On this week’s show: Cheaper launches could make solar power satellites a reality, machine learning helps chemists make small organic molecules, and a book on the extinction of foods
First up on the podcast, space-based solar power gets closer to launch. Staff Writer Daniel Clery talks with host Sarah Crespi about how reusable rockets bring the possibility of giant solar array satellites that beam down gigawatts of uninterrupted power from space.
After that, we hear about small organic molecule synthesis. Making large organic molecules such as proteins and DNA can be a cinch for chemists, but making new smaller organic molecules is tough—partially because optimized general reaction conditions are hard to come by. Nicholas Angello, a graduate research assistant and Department of Defense National Defense Science and Engineering Graduate fellow in the Burke group at the University of Illinois, Urbana-Champaign, talks about an approach that uses robots and machine learning to better optimize these reaction conditions.

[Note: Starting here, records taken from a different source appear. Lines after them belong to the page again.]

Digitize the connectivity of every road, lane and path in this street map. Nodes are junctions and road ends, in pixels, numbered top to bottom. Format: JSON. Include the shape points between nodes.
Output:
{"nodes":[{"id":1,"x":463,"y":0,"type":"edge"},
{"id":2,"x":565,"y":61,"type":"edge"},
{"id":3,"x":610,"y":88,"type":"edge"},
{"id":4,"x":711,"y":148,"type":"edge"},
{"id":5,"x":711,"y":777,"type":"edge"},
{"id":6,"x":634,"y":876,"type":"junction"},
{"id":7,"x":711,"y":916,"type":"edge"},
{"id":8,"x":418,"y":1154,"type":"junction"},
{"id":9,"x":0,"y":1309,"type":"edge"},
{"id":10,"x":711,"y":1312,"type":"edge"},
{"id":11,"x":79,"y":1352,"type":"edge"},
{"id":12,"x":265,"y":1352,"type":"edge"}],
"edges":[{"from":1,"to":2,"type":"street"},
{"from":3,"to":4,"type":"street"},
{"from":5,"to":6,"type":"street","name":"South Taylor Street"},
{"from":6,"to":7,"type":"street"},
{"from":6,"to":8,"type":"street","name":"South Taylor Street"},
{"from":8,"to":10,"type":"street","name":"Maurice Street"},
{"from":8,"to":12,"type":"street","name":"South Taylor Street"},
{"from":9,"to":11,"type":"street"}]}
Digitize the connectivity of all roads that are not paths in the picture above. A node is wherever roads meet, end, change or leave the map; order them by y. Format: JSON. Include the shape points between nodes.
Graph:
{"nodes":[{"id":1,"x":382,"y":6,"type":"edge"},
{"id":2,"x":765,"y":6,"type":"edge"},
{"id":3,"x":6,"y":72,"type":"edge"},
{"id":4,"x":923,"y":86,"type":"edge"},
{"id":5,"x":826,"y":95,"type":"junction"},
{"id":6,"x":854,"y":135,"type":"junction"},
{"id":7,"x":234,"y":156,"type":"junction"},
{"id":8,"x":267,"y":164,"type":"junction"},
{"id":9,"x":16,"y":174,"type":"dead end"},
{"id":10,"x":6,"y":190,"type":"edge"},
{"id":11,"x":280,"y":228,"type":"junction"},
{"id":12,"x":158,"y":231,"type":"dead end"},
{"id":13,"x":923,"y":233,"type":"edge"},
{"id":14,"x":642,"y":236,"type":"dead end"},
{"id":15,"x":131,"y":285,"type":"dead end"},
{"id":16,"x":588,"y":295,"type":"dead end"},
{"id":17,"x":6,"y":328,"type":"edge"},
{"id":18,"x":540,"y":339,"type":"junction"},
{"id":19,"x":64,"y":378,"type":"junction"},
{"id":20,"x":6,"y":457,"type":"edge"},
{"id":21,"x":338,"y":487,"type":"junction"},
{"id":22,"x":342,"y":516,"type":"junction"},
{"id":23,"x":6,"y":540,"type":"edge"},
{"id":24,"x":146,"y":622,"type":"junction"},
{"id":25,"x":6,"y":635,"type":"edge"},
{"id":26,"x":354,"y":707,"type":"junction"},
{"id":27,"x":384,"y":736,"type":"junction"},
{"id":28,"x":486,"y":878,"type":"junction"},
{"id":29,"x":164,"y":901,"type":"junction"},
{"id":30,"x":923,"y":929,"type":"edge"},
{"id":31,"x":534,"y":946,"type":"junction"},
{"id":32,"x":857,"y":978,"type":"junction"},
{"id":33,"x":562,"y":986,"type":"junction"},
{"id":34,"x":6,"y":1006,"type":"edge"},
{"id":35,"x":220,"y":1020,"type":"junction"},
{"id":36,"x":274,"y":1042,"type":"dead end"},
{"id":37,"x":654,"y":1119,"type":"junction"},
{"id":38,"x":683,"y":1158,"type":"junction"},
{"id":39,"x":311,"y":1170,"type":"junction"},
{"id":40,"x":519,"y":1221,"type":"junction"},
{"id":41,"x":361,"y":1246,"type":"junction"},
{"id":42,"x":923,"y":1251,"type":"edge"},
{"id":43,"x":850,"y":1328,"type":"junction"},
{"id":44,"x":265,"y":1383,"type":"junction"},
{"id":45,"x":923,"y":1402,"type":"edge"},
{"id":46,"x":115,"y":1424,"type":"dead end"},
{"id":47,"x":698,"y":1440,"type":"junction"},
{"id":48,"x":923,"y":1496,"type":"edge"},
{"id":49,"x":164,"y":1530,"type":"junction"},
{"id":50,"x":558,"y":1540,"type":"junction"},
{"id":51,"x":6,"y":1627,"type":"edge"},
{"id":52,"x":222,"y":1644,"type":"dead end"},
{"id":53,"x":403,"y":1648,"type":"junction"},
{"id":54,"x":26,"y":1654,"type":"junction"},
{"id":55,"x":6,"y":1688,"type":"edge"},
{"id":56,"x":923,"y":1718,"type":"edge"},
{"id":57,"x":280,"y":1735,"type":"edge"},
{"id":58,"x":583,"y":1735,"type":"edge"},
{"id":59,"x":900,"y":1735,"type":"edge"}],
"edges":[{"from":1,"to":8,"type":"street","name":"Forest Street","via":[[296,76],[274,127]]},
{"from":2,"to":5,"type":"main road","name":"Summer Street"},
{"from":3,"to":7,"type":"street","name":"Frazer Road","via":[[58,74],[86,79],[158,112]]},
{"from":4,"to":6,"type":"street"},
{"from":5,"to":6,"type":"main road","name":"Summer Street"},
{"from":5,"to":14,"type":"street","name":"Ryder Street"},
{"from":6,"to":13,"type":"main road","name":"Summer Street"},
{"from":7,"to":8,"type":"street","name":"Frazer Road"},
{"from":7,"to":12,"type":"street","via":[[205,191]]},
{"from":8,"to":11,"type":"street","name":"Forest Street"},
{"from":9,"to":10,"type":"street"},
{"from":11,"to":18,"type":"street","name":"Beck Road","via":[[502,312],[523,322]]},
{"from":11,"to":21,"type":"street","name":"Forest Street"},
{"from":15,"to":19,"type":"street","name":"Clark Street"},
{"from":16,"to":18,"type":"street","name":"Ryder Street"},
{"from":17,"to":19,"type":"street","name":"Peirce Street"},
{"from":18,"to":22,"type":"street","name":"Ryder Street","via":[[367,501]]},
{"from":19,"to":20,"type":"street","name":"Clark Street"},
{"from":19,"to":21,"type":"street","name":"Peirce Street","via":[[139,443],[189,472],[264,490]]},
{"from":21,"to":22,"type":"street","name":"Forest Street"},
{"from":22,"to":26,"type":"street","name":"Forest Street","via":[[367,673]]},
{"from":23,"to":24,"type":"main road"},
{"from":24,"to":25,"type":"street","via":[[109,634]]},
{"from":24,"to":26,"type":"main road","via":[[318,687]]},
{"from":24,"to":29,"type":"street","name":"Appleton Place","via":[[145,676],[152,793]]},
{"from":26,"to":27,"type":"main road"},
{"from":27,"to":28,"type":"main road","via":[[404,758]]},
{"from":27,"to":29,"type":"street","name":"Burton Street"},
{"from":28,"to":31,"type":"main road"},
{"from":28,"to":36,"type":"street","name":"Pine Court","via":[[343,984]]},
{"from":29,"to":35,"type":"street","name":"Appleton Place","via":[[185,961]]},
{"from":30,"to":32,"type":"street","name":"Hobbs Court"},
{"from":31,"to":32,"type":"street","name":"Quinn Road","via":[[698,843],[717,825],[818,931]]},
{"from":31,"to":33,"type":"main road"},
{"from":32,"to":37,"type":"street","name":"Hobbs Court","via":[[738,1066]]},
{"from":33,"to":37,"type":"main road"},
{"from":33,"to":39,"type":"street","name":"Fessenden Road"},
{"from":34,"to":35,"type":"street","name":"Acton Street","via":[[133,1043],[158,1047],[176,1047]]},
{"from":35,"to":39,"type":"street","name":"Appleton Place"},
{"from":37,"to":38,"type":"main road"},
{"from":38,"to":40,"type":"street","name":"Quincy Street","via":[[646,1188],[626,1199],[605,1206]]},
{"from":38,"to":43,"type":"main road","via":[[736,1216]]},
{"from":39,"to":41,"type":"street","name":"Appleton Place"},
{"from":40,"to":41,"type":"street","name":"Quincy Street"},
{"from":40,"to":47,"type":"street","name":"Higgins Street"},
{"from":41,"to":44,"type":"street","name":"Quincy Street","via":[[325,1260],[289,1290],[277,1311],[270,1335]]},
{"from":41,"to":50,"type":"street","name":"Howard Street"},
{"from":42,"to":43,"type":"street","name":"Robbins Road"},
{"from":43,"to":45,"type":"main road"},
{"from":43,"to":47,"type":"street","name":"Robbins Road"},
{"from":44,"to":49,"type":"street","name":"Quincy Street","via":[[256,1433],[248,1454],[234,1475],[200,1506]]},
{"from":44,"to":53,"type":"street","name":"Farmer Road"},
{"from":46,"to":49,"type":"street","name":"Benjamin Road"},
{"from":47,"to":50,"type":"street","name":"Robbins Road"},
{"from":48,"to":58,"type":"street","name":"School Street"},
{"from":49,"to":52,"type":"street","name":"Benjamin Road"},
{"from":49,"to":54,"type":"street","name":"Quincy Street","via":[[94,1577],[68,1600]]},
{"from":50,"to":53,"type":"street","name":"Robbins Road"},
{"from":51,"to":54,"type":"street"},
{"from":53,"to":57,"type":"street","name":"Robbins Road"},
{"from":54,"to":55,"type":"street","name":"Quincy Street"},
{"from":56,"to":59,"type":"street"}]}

Also in the episode: the last in our series of books on food and agriculture. This month, host Angela Saini talks with author Dan Saladino about his book Eating to Extinction: The World’s Rarest Foods and Why We Need to Save Them.
This week’s episode was produced with help from Podigy.
[Image: NASA; Music: Jeffrey Cook]
[alt: drawing of satellite solar panels with podcast overlay symbol]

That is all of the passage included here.